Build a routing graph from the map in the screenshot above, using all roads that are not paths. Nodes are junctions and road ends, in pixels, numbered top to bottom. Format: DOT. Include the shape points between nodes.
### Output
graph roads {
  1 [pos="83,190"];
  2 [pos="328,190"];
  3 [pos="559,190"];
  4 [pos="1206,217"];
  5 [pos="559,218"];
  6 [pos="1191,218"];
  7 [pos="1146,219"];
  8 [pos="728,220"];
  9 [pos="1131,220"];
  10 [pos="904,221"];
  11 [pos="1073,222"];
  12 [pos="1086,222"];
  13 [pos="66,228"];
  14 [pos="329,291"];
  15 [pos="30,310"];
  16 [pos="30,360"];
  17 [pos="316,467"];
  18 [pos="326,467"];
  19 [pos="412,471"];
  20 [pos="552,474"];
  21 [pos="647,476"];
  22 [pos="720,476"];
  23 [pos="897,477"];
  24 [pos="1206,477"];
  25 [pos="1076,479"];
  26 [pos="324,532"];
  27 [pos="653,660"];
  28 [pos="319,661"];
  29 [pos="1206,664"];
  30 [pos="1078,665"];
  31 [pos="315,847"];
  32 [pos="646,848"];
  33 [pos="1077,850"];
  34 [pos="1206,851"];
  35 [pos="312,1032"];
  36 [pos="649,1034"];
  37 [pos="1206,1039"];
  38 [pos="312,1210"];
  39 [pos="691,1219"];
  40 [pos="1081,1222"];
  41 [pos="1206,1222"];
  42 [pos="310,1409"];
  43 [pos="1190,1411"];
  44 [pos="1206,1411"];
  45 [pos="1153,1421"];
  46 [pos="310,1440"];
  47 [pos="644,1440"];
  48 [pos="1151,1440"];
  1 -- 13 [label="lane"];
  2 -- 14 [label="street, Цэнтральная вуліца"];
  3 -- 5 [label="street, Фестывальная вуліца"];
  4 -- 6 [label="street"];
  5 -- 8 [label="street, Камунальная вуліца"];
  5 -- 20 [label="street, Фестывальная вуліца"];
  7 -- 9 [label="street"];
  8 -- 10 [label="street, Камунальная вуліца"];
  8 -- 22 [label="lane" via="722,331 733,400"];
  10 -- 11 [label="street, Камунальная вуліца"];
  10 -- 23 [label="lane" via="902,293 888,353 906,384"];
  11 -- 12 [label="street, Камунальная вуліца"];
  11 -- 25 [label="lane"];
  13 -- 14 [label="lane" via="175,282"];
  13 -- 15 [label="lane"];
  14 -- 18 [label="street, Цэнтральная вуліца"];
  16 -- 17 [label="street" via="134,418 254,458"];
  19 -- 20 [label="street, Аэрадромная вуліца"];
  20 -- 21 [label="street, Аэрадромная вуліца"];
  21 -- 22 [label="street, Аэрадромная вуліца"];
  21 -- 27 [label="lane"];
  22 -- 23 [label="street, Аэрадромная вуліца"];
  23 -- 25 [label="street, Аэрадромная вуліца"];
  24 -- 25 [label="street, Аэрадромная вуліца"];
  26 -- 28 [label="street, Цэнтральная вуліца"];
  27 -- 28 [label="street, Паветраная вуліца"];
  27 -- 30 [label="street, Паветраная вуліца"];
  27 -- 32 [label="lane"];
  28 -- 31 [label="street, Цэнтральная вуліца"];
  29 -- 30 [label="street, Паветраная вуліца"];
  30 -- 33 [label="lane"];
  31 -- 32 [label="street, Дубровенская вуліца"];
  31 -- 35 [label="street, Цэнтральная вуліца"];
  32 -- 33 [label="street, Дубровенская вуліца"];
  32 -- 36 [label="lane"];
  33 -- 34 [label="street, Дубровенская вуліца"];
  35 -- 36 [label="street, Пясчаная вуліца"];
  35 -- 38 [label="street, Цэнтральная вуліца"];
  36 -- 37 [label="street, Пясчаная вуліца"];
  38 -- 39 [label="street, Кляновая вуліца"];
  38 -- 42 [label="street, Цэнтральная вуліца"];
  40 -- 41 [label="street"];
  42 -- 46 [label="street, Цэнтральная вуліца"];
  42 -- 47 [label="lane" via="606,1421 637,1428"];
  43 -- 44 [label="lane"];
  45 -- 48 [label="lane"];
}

□ □ □ □ □

> _Your assignment_
Across the entries above, count the lines with the word "Паветраная" and report that count by itself.

> _Answer to this exercise_
3